What is needed |
Each line from the beginning of the entries below through the line that includes "ctx.new_sub_path()" must be returned exactly as given.

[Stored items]
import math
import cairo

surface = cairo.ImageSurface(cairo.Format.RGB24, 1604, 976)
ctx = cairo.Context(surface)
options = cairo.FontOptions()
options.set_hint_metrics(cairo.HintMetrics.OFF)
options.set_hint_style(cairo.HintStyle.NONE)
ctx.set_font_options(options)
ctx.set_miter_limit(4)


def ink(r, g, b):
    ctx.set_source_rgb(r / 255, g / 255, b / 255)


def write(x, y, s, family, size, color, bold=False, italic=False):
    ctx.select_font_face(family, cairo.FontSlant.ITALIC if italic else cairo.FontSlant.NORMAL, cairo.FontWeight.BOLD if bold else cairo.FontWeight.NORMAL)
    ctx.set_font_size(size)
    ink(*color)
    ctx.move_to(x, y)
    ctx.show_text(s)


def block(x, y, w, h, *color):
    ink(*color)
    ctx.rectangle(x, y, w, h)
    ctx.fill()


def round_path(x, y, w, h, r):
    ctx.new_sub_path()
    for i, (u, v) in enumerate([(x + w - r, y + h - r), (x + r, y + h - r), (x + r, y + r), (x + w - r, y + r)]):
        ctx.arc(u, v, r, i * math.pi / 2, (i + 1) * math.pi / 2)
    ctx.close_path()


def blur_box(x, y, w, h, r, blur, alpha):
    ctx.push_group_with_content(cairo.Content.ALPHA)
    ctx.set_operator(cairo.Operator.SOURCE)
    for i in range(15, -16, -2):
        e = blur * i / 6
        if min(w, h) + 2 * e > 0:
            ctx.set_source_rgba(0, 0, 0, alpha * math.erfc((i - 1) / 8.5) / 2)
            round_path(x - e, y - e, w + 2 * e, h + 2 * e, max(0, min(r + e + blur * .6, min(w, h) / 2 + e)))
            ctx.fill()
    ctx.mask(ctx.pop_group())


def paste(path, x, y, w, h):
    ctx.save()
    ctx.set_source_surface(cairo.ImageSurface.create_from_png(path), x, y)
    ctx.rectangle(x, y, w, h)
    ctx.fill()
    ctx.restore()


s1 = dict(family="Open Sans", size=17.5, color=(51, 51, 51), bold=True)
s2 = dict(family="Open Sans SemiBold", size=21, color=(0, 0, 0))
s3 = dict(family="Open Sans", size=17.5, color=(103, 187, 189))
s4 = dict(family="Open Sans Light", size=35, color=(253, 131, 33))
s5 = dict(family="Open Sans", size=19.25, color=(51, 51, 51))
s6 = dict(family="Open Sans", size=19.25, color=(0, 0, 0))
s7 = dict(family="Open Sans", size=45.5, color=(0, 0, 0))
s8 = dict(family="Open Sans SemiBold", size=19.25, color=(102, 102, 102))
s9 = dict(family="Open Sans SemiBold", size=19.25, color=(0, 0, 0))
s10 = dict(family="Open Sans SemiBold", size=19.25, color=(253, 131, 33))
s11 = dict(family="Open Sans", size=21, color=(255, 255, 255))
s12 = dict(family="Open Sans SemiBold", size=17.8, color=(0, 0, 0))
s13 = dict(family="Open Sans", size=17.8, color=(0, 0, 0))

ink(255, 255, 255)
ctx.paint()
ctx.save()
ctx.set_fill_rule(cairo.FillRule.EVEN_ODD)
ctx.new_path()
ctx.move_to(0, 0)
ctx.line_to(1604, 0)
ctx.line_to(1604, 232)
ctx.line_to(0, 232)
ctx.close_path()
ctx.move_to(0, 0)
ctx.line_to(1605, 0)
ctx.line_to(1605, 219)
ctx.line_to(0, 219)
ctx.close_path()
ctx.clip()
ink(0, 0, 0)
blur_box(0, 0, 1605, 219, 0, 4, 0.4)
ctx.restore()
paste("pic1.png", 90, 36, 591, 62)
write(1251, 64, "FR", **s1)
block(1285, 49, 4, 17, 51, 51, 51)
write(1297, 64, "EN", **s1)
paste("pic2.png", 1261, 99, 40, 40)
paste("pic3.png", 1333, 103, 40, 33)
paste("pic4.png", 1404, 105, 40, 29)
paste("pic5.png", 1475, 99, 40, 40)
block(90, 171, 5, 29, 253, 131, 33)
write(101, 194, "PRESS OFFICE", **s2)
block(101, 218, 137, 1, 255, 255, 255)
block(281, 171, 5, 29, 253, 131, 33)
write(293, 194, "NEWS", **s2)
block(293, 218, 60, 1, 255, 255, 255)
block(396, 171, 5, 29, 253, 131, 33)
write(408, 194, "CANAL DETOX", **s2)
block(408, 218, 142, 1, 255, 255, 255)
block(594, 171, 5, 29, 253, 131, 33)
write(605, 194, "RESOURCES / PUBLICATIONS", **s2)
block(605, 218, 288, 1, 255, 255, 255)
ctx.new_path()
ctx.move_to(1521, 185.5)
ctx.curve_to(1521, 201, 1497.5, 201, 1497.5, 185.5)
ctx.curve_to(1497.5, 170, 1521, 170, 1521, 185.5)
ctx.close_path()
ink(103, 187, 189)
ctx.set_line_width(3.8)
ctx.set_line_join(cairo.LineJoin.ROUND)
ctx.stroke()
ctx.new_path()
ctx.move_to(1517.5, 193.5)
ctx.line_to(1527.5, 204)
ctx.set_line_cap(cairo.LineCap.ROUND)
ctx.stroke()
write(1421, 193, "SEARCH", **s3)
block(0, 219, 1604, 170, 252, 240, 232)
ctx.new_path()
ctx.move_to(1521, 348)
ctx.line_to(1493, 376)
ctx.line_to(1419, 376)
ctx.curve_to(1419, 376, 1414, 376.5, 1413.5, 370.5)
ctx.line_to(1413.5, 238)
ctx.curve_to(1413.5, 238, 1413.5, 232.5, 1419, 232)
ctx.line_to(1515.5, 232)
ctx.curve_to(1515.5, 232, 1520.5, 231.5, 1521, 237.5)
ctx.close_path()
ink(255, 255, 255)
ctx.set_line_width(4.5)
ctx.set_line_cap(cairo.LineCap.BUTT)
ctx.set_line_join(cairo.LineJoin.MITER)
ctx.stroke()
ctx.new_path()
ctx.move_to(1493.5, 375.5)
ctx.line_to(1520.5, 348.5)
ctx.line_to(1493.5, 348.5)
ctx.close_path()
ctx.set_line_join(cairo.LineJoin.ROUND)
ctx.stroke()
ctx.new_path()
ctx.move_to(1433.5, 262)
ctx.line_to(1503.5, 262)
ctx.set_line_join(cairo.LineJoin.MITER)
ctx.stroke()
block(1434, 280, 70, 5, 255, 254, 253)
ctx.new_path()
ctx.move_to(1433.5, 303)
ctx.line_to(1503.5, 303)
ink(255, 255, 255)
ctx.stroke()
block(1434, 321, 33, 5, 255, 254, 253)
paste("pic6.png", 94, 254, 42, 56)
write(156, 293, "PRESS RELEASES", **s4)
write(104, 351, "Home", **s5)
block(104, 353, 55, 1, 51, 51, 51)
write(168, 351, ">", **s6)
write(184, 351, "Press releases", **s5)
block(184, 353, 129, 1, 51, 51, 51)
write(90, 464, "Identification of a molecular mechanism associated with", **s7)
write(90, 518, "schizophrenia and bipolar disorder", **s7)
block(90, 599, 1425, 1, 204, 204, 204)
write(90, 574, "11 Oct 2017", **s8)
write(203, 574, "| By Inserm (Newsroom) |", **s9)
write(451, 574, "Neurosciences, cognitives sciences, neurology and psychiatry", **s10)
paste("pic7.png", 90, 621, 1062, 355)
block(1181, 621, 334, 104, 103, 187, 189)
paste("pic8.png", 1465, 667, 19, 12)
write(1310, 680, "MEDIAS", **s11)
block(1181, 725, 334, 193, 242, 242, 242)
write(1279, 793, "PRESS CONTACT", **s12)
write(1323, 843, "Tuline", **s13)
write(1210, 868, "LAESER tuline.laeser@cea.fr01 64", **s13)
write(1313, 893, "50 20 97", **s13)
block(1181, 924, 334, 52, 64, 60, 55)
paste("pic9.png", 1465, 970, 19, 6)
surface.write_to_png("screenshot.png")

Exercise solution |
import math
import cairo

surface = cairo.ImageSurface(cairo.Format.RGB24, 1604, 976)
ctx = cairo.Context(surface)
options = cairo.FontOptions()
options.set_hint_metrics(cairo.HintMetrics.OFF)
options.set_hint_style(cairo.HintStyle.NONE)
ctx.set_font_options(options)
ctx.set_miter_limit(4)


def ink(r, g, b):
    ctx.set_source_rgb(r / 255, g / 255, b / 255)


def write(x, y, s, family, size, color, bold=False, italic=False):
    ctx.select_font_face(family, cairo.FontSlant.ITALIC if italic else cairo.FontSlant.NORMAL, cairo.FontWeight.BOLD if bold else cairo.FontWeight.NORMAL)
    ctx.set_font_size(size)
    ink(*color)
    ctx.move_to(x, y)
    ctx.show_text(s)


def block(x, y, w, h, *color):
    ink(*color)
    ctx.rectangle(x, y, w, h)
    ctx.fill()


def round_path(x, y, w, h, r):
    ctx.new_sub_path()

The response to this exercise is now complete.